YOUR ASSIGNMENT: For the entries that follow, state how many lines include the word "names", giving the number and nothing else.

LISTED ENTRIES:

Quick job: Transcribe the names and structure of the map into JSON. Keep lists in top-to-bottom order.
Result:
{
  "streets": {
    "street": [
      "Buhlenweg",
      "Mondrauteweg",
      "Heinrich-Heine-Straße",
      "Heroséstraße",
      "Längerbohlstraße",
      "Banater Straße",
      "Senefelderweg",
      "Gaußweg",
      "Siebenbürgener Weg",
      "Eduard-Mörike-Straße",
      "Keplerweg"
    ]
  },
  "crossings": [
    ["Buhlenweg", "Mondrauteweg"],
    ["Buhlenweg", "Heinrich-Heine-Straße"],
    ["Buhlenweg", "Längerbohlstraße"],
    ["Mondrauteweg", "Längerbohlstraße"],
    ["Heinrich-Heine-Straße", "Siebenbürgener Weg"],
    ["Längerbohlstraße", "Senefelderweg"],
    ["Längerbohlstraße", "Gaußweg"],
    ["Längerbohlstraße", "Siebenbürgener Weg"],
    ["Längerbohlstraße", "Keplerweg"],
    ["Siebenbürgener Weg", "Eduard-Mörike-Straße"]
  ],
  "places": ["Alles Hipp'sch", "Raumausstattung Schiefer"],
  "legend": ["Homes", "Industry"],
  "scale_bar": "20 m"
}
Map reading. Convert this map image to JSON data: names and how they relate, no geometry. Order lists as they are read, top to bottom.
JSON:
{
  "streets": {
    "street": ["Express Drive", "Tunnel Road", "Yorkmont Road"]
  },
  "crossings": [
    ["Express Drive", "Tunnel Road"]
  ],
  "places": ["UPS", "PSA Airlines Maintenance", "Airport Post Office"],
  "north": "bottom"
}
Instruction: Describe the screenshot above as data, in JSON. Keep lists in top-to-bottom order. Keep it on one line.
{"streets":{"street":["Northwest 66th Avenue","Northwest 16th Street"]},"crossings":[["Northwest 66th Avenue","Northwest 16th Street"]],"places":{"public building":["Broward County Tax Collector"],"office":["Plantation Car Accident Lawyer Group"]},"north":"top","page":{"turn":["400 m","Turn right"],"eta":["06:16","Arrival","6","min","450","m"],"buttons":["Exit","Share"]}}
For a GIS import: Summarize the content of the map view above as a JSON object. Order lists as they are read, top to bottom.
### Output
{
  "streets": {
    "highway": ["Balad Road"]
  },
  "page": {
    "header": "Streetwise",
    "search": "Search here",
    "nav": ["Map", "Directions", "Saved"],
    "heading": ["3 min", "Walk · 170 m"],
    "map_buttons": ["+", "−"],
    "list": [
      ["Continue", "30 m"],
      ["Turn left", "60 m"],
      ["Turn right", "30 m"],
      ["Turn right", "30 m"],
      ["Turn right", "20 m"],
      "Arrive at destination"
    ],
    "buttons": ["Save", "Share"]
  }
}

YOUR RESPONSE: 2